Au même moment, se développa, en Wallonie, un mouvement similaire appelé Une autre gauche (UAG). Ce mouvement faisait suite à un appel dans lequel un groupe de militants de gauche mettait en avant la nécessité de créer une nouvelle force politique, à la gauche du PS et des Verts. Le PS de Wallonie était au centre d’une longue série de scandales de corruption et était coresponsable, tout comme le SPA flamand, de la politique néolibérale et des attaques contre le mouvement ouvrier.

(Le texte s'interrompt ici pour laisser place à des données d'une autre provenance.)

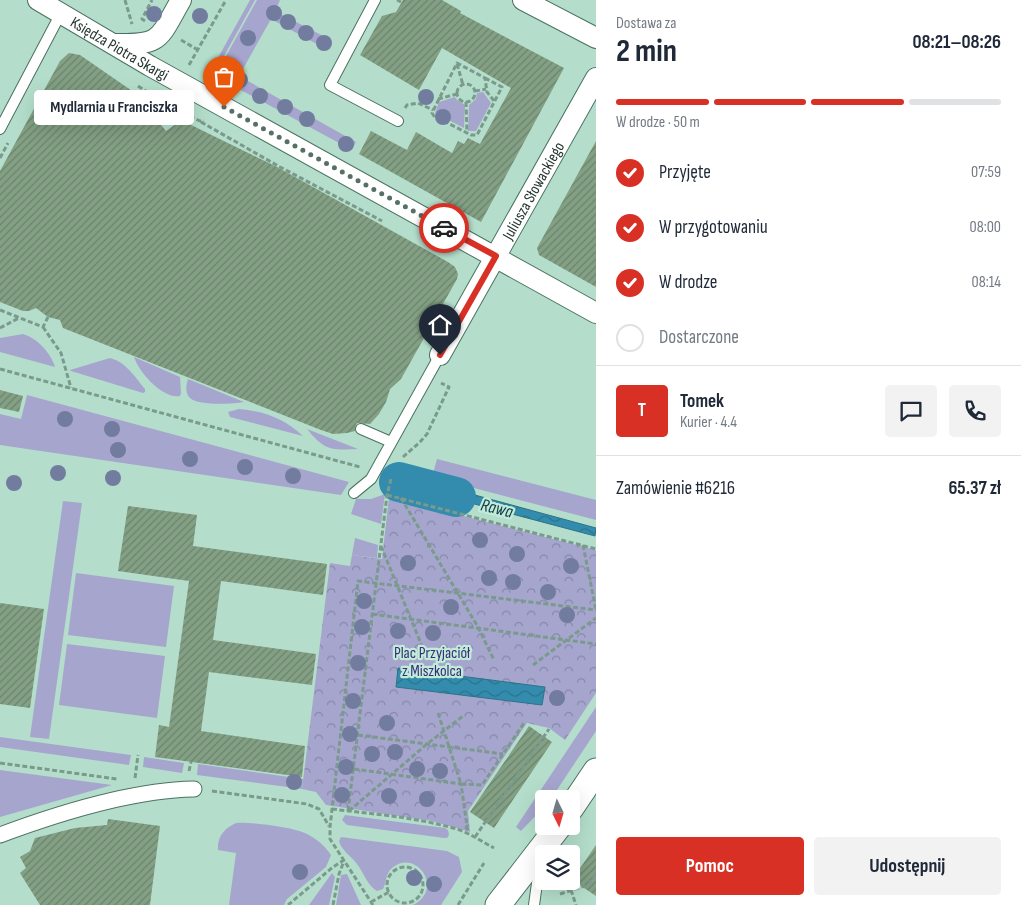 <!DOCTYPE html>
<html lang="pl">
<meta charset="utf-8">
<style>
body{margin:0;font-family:"Sofia Sans Condensed",sans-serif;background:#f2f2f3;color:#1f2937;height:100vh;display:flex;flex-direction:column;font-size:19px;white-space:nowrap}
*{box-sizing:border-box;margin:0}
p{font-size:16px;color:#747a83}
.icon{flex:none;width:28px;height:28px;fill:none;stroke:currentColor;stroke-width:2;stroke-linecap:round;stroke-linejoin:round}
.map{position:relative;flex:1;overflow:hidden}
.details{display:flex;flex-direction:column;background:#fff;width:425px}
.details>*{flex:none}
.needle{width:32px;rotate:175deg}
.tools{position:absolute;left:535px;top:790px;display:grid;gap:10px}
.tools a{display:grid;place-items:center;width:45px;height:45px;border-radius:5px;background:#fff;box-shadow:0 5px 20px #0002;font-size:25px}
.pin{position:absolute;display:grid;place-items:center;width:42px;height:42px;color:#fff;margin:-51px -21px;border-radius:50% 50% 50% 0;rotate:-45deg;box-shadow:0 0 5px #0007}
.pin .icon{rotate:45deg}
.courier{position:absolute;display:grid;place-items:center;width:50px;height:50px;margin:-25px;border:4px solid #d93025;border-radius:50%;background:#fff;color:#222;box-shadow:0 1px 6px #0007}
.bubble{position:absolute;height:35px;border-radius:5px;background:#fff;box-shadow:0 5px 20px #0002;font-size:16px;font-weight:700;line-height:35px;text-align:center}
.overview em{font-style:normal;font-weight:700}
.overview div{display:flex;flex-direction:column-reverse}
.overview{display:flex;align-items:center;justify-content:space-between;height:85px;padding:0 20px}
h1{font-size:32px;font-weight:700;line-height:38px}
.bar{display:grid;grid-template-columns:repeat(4,1fr);gap:8px 5px;align-content:center;height:60px;padding:0 20px}
.bar i{height:6px;border-radius:4px;background:#e0e1e3}
.bar .active{background:#d93025}
.bar p{grid-column:span 4}
.line{display:flex;align-items:center;gap:12px;padding:0 20px;border-top:1px solid #e0e1e3}
.line div{flex:1}
.round{display:grid;place-items:center;flex:none;width:52px;height:52px;border-radius:5px;background:#f2f2f3}
ol{padding:0 20px;list-style:none}
li{display:flex;align-items:center;gap:15px;height:55px}
li p{margin-inline-start:auto}
li .icon{padding:5px;border-radius:50%;background:#d93025;color:#fff;stroke-width:4}
li:last-child{color:#747a83}
li i{width:28px;height:28px;border:2px solid #e0e1e3;border-radius:50%}
.button{display:flex;gap:10px;margin-top:auto;padding:10px 20px}
.button a{flex:1;height:58px;border-radius:5px;background:#d93025;color:#fff;font-size:20px;font-weight:700;line-height:58px;text-align:center}
.button a+a{background:#f2f2f3;color:#1f2937}
main{display:flex;flex:1;min-height:0}
.map>svg:first-child{display:block}
</style>
<main>
<div class="map">
<svg width="596" height="905" viewBox="0 0 596 905">
<defs>
<pattern id="park-crowns" width="20" height="18" patternUnits="userSpaceOnUse" patternTransform="scale(1.25)"><rect width="20" height="18" fill="#a6a5ce"/><path d="M2 6a3 3 0 1 1 6 0M12 15a3 3 0 1 1 6 0" fill="none" stroke="#8787a8"/></pattern>
<pattern id="water-waves" width="16" height="10" patternUnits="userSpaceOnUse" patternTransform="scale(1.25)"><rect width="16" height="10" fill="#338cad"/><path d="M0 5q4-4 8 0t8 0" fill="none" stroke="#2b738d"/></pattern>
<pattern id="building-hatch" width="6" height="6" patternUnits="userSpaceOnUse" patternTransform="scale(1.25)"><rect width="6" height="6" fill="#83a084"/><path d="M-1 1l2-2M0 6l6-6M5 7l2-2" fill="none" stroke="#6b836c"/></pattern>
</defs>
<rect width="100%" height="100%" fill="#b4decb"/>
<path fill="#a6a5ce" d="M 250,0 L 255,0 L 213,76 L 209,74 Z
M 257,0 L 280,0 L 275,11 L 329,39 L 324,48 L 271,19 L 239,76 L 356,142 L 352,150 L 215,76 Z
M 483,92 L 491,103 L 476,131 L 468,131 L 469,105 L 476,99 L 477,93 Z
M 455,97 L 457,100 L 465,105 L 464,128 L 435,113 L 439,102 Z
M 23,334 C 37,338 51,353 55,367 L 0,352 L 0,338 Z
M 134,357 L 180,377 L 181,393 L 180,396 C 162,399 139,372 134,357 Z
M 110,358 C 126,362 135,377 145,389 L 145,392 L 143,393 L 71,371 L 70,370 Z
M 188,379 L 244,402 C 233,404 198,406 190,398 C 185,393 186,385 188,379 Z
M 27,395 L 349,482 L 341,495 L 0,445 L 0,414 L 21,419 Z
M 239,409 C 264,411 285,419 303,436 L 230,417 L 228,412 Z
M 307,429 L 358,449 C 331,450 325,451 307,429 Z
M 437,459 L 596,500 L 596,520 L 432,477 Z
M 385,494 L 381,524 L 351,514 L 356,499 L 371,499 Z
M 63,501 L 82,503 L 49,739 L 30,737 Z
M 355,538 L 378,545 L 377,558 L 352,555 Z
M 76,573 L 174,586 L 166,647 L 68,635 Z
M 67,644 L 165,656 L 157,718 L 59,705 Z
M 596,707 L 596,731 L 551,799 L 544,799 L 544,807 L 521,831 L 516,827 Z
M 0,737 L 131,755 L 129,765 L 0,747 Z
M 144,757 L 184,763 L 182,773 L 143,767 Z
M 198,764 L 303,779 L 302,789 L 197,775 Z
M 0,770 L 112,785 L 0,817 Z
M 345,815 L 445,828 L 448,830 L 449,835 L 447,838 L 444,838 L 347,825 L 342,820 Z
M 236,823 C 252,822 294,827 307,834 C 317,839 325,846 331,855 L 326,867 L 287,899 L 284,905 L 229,905 L 236,853 L 218,850 C 217,836 225,828 236,823 Z
M 341,837 L 447,851 L 459,857 L 462,872 L 441,905 L 413,905 C 445,889 416,848 392,868 C 385,874 387,882 383,889 L 377,891 C 367,885 364,873 357,864 C 351,856 341,850 339,841 Z
M 332,873 L 335,877 L 329,905 L 309,905 Z
M 347,874 L 361,905 L 336,905 L 341,875 Z"/>
<path fill="url(#park-crowns)" d="M 389,497 L 596,550 L 596,693 L 565,740 L 549,728 L 527,723 L 468,811 L 470,832 L 432,821 L 326,805 L 316,792 L 302,789 L 330,563 L 350,566 L 352,555 L 382,559 Z"/>
<path fill="url(#water-waves)" stroke="#2e7287" d="M 405,476 L 596,528 L 595,536 L 403,485 Z
M 398,668 L 545,687 L 542,705 L 396,687 Z"/>
<g fill="none" stroke-linecap="round" stroke-linejoin="round">
<path stroke="#338cad" stroke-width="40" d="M 399,482 L 456,497"/>
</g>
<path fill="url(#building-hatch)" d="M 403,0 L 442,0 L 461,11 L 460,13 L 564,68 L 481,222 L 359,154 L 371,131 L 407,150 L 416,132 L 452,153 L 458,141 L 464,144 L 468,138 L 480,144 L 511,88 L 442,48 L 419,90 L 360,55 L 382,16 L 396,12 Z
M 69,53 L 80,55 L 138,95 L 141,98 L 142,102 L 142,117 L 158,121 L 166,131 L 180,121 L 185,122 L 277,167 L 448,262 L 455,267 L 458,274 L 457,279 L 401,379 L 390,389 L 386,402 L 379,414 L 370,424 L 357,423 L 355,427 L 355,431 L 347,433 L 333,434 L 321,430 L 63,328 L 60,320 L 48,317 L 36,308 L 29,311 L 23,311 L 0,302 L 0,171 L 60,61 Z
M 596,141 L 596,287 L 539,255 L 537,248 Z
M 0,390 L 23,396 L 19,412 L 0,408 Z
M 128,506 L 197,515 L 193,546 L 327,564 L 323,595 L 221,581 L 213,640 L 316,654 L 312,685 L 209,672 L 201,731 L 305,746 L 302,777 L 155,757 L 159,725 L 169,727 L 189,581 L 118,571 Z
M 0,603 L 44,609 L 30,708 L 0,704 Z
M 529,726 L 552,742 L 494,828 L 470,812 Z
M 108,819 L 160,826 L 150,905 L 40,905 L 20,873 L 26,868 L 20,857 L 30,851 L 35,838 L 75,828 L 107,825 Z
M 596,845 L 596,896 L 572,880 Z"/>
<g fill="none" stroke-linecap="round" stroke-linejoin="round">
<g stroke="#4b7261" stroke-width="12">
<path id="service" d="M 375,0 L 330,85 L 398,121
M 0,129 L 61,13
M 361,429 L 391,442
M 354,493 L 371,479 L 440,355
M 534,905 L 539,869"/>
</g>
<g stroke="#4b7261" stroke-width="17">
<path id="pedestrian" d="M 0,835 C 59,813 131,790 194,789"/>
</g>
<g stroke="#4b7261" stroke-width="22">
<g id="minor">
<path id="s1" d="M 38,0 L 150,66 L 596,313"/>
<path d="M 523,0 L 596,38"/>
<path d="M 114,44 C 162,45 158,40 181,0"/>
<path id="s2" d="M 440,355 L 596,78"/>
</g>
</g>
<g stroke="#4b7261" stroke-width="27">
<path id="tertiary" d="M 571,808 L 596,771
M 498,905 L 559,826"/>
</g>
<path stroke="#7a9a8c" stroke-width="3" stroke-dasharray="5 2.5" stroke-linecap="butt" d="M 125,0 L 132,24
M 397,0 L 401,2
M 145,21 L 142,19 L 152,0
M 181,40 L 198,50
M 457,64 L 463,85
M 189,65 L 226,0
M 485,78 L 502,87 L 477,135 L 471,135 L 434,116 L 432,113 L 457,63 L 485,78 L 487,92 L 495,102
M457 93a9 9 0 1 1 18 0a9 9 0 1 1-18 0Z
M 138,86 L 167,105 L 200,121 L 204,121
M 475,91 L 486,89
M 438,99 L 457,94
M 466,102 L 467,133
M 405,108 L 407,105 L 418,103 L 433,110
M 156,120 L 167,105
M 201,122 L 280,167 L 382,221
M 0,158 L 8,143
M 0,310 L 43,327 L 48,317
M 43,327 L 61,353 L 71,388
M 0,328 L 19,318
M 0,369 L 360,467
M 403,457 L 420,442 L 427,434 L 449,387 L 441,383
M 387,495 L 596,549
M 401,498 L 478,627 L 494,660
M 583,545 L 596,610
M 381,546 L 424,651
M 372,614 L 596,644
M 533,665 L 596,618
M 438,713 L 461,784 L 482,785 L 524,723
M 358,735 L 503,754
M 0,763 L 117,779
M 354,769 L 461,784 L 468,833
M 189,771 L 191,762
M 135,778 L 138,755
M 212,791 L 307,804 L 319,809 L 329,826
M 332,809 C 372,814 414,817 453,828 C 468,832 481,841 494,848
M 348,811 L 387,495 L 391,479
M 349,811 L 427,744 L 463,716
M 475,837 L 549,729
M387 885a18 18 0 1 1 36 0a18 18 0 1 1-36 0Z
M 571,890 L 576,905
M 560,894 L 588,885 L 596,873
M 371,902 L 389,892
M 288,905 L 333,867 L 344,860
M 333,905 L 339,874 L 344,861
M 373,905 L 330,839 L 330,827 L 358,581 L 596,610
M 458,905 L 484,863"/>
<use href="#service" stroke="#fff" stroke-width="10"/>
<use href="#pedestrian" stroke="#fff" stroke-width="15"/>
<use href="#minor" stroke="#fff" stroke-width="20"/>
<use href="#tertiary" stroke="#fff" stroke-width="25"/>
</g>
<g fill="#717c9e">
<circle cx="274" cy="13" r="8"/>
<circle cx="154" cy="14" r="8"/>
<circle cx="200" cy="16" r="8"/>
<circle cx="288" cy="22" r="8"/>
<circle cx="306" cy="33" r="8"/>
<circle cx="248" cy="38" r="8"/>
<circle cx="324" cy="43" r="8"/>
<circle cx="217" cy="73" r="8"/>
<circle cx="240" cy="80" r="8"/>
<circle cx="260" cy="96" r="8"/>
<circle cx="426" cy="97" r="8"/>
<circle cx="285" cy="107" r="8"/>
<circle cx="443" cy="117" r="8"/>
<circle cx="307" cy="119" r="8"/>
<circle cx="346" cy="144" r="8"/>
<circle cx="65" cy="419" r="8"/>
<circle cx="112" cy="429" r="8"/>
<circle cx="118" cy="450" r="8"/>
<circle cx="190" cy="459" r="8"/>
<circle cx="245" cy="467" r="8"/>
<circle cx="58" cy="473" r="8"/>
<circle cx="293" cy="476" r="8"/>
<circle cx="113" cy="478" r="8"/>
<circle cx="14" cy="483" r="8"/>
<circle cx="480" cy="540" r="8"/>
<circle cx="517" cy="554" r="8"/>
<circle cx="408" cy="563" r="8"/>
<circle cx="571" cy="566" r="8"/>
<circle cx="489" cy="578" r="8"/>
<circle cx="513" cy="582" r="8"/>
<circle cx="548" cy="592" r="8"/>
<circle cx="364" cy="601" r="8"/>
<circle cx="451" cy="607" r="8"/>
<circle cx="567" cy="615" r="8"/>
<circle cx="362" cy="627" r="8"/>
<circle cx="398" cy="631" r="8"/>
<circle cx="433" cy="633" r="8"/>
<circle cx="358" cy="663" r="8"/>
<circle cx="557" cy="698" r="8"/>
<circle cx="353" cy="701" r="8"/>
<circle cx="387" cy="723" r="8"/>
<circle cx="350" cy="734" r="8"/>
<circle cx="395" cy="752" r="8"/>
<circle cx="372" cy="754" r="8"/>
<circle cx="346" cy="767" r="8"/>
<circle cx="417" cy="769" r="8"/>
<circle cx="440" cy="771" r="8"/>
<circle cx="294" cy="782" r="8"/>
<circle cx="342" cy="795" r="8"/>
<circle cx="389" cy="796" r="8"/>
<circle cx="427" cy="799" r="8"/>
<circle cx="300" cy="872" r="8"/>
<circle cx="414" cy="878" r="8"/>
<circle cx="434" cy="884" r="8"/>
</g>
<g fill="none" stroke-linecap="round" stroke-linejoin="round">
<path stroke="#567065" stroke-width="5" stroke-dasharray="0 9" d="M 224,107 L 444,228"/>
<path stroke="#d93025" stroke-width="6" d="M 440,355 L 496,256 L 444,228"/>
</g>
<g text-anchor="middle" stroke-width="4.5" stroke-linejoin="round" paint-order="stroke">
<g font-size="16" fill="#24352e" stroke="#c1ecd8">
<text dy="6" stroke="none"><textPath href="#s1" startOffset="95">Księdza Piotra Skargi</textPath></text>
<text dy="6" stroke="none"><textPath href="#s2" startOffset="189">Juliusza Słowackiego</textPath></text>
</g>
<g font-size="16" fill="#3a2c7a" stroke="#c1ecd8">
<text x="432" y="658">Plac Przyjaciół<tspan x="432" dy="18">z Miszkolca</tspan></text>
</g>
<g font-size="18" font-style="italic" fill="#123a48" stroke="#c1ecd8">
<text transform="translate(497 508) rotate(14)" y="6">Rawa</text>
</g>
</g>
</svg>
<div class="tools">
<a><svg class="needle" viewBox="-14 -14 28 28"><path d="M0-13l5 13h-10z" fill="#e53935"/><path d="M0 13l5-13h-10z" fill="#747a83"/></svg></a>
<a><svg class="icon" aria-label="layers" viewBox="0 0 24 24"><path d="M12 4l9 5-9 5-9-5zM3 14l9 5 9-5"/></svg></a>
</div>
<div class="pin" style="left:224px;top:107px;background:#ea580c"><svg class="icon" aria-label="bag" viewBox="0 0 24 24"><path d="M5 8h14l-1 12H6zM9 8a3 3 0 0 1 6 0"/></svg></div>
<div class="pin" style="left:440px;top:355px;background:#1f2937"><svg class="icon" aria-label="home" viewBox="0 0 24 24"><path d="M3 11l9-7 9 7M6 9v11h12V9"/></svg></div>
<div class="courier" style="left:444px;top:228px"><svg class="icon" aria-label="car" viewBox="0 0 24 24"><path d="M5 17H2v-5l4-1 3-4h7l3 4 3 1v5h-3M9 17h6M6 11h13"/><circle cx="7" cy="17" r="2"/><circle cx="17" cy="17" r="2"/></svg></div>
<div class="bubble" style="left:34px;top:90px;width:160px">Mydlarnia u Franciszka</div>
</div>
<section class="details">
<div class="overview"><div><h1>2 min</h1><p>Dostawa za</p></div><em>08:21–08:26</em></div>
<div class="bar"><i class="active"></i><i class="active"></i><i class="active"></i><i></i><p>W drodze · 50 m</p></div>
<ol>
<li><svg class="icon" aria-label="check" viewBox="0 0 24 24"><path d="M5 12l5 5 9-10"/></svg>Przyjęte<p>07:59</p></li>
<li><svg class="icon" aria-label="check" viewBox="0 0 24 24"><path d="M5 12l5 5 9-10"/></svg>W przygotowaniu<p>08:00</p></li>
<li><svg class="icon" aria-label="check" viewBox="0 0 24 24"><path d="M5 12l5 5 9-10"/></svg>W drodze<p>08:14</p></li>
<li><i></i>Dostarczone</li>
</ol>
<div class="line" style="height:90px"><b class="round" style="background:#d93025;color:#fff">T</b><div><b>Tomek</b><p>Kurier · 4.4</p></div><a class="round"><svg class="icon" aria-label="chat" viewBox="0 0 24 24"><path d="M4 5h16v11H9l-5 4z"/></svg></a><a class="round"><svg class="icon" aria-label="phone" viewBox="0 0 24 24"><path d="M5 4h4l2 5-3 2q2 4 5 5l2-3 5 2v4C11 20 4 13 5 4z"/></svg></a></div>
<div class="line" style="height:65px"><div>Zamówienie #6216</div><b>65.37 zł</b></div>
<div class="button"><a>Pomoc</a><a>Udostępnij</a></div>
</section>
</main>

À l’automne 2006, ces deux initiatives se sont mises de plus en plus à collaborer entre elles. En juin 2006, le CAP et UAG décidèrent d’organiser ensemble une conférence afin de rassembler tous ceux qui veulent construire une alternative politique pour les élections fédérales de 2007. Cette conférence a eu lieu le 28 octobre dernier. Avec 650 militants de la gauche anticapitaliste, des syndicats et des mouvements sociaux, elle fut un grand succès. Les lignes de force d’un futur programme y ont été discutées. Une motion indiquant que le nouveau mouvement politique s’engageait à participer aux élections fédérales de mai 2007, là où les conditions nécessaires pour une participation crédible seraient réunies, a été approuvée, à une très large majorité.
La journée a débuté par deux introductions politiques. Jef Sleeckx, ex-parlementaire du SP (aile flamande du PS), a résumé comment le CAP s’est constitué et a plaidé pour la construction d’une nouvelle force politique se posant également sur le terrain électoral. Ensuite, Didier Brissa, au nom d’UAG a pris la parole pour évoquer l’expérience d’UAG et la volonté d’aboutir à un projet commun qui puisse servir de relais aux revendications sociales. Lode Van Outrive (CAP) et Nadine Rosa-Rosso (UAG) ont présidé l’assemblée.
Elargissement
Après ces deux introductions, plusieurs messages de soutien ont été lus, notamment ceux de Georges Debunne (l’un des « pères fondateurs » du CAP, également ex-président de la Confédération syndicale belge FGTB) et de François Houtart (Centre tricontinental). Les participants se sont répartis en douze groupes de travail thématiques, qui ont rassemblé entre 20 et 60 participants chacun. Ces groupes ont débattu de thématiques programmatiques, telles que les services publics, le changement climatique, les questions d’énergie, la protection des délégués syndicaux, l’accord interprofessionnel, les droits des femmes, l’Europe, le logement ou la solidarité internationale. Il s’agit surtout d’un point de départ, ces groupes de travail sont appelés à poursuivre leur réflexion au cours des mois à venir.
Le projet de tenir un congrès, au cours duquel sera décidée la transformation ou non du mouvement en un parti politique, et où seront définies des structures, a été également mis en chantier. Provisoirement, il s’agit de construire un mouvement politique composé des deux initiatives co-organisatrices, le CAP et UAG, mais qui, bien entendu, peut encore s’élargir.
Il faut se réjouir du succès significatif de cette journée et mesurer toute son importance. Il s’agit bel et bien d’un événement historique car une telle activité, visant à construire une alternative à « gauche de la gauche », et avec autant de participants, ne s’était pas vue depuis une bonne dizaine d’années en Belgique. Cette journée ouvre donc, concrètement, la possibilité pour qu’émerge enfin une force politique alternative de gauche, et qu’elle se constitue avec crédibilité.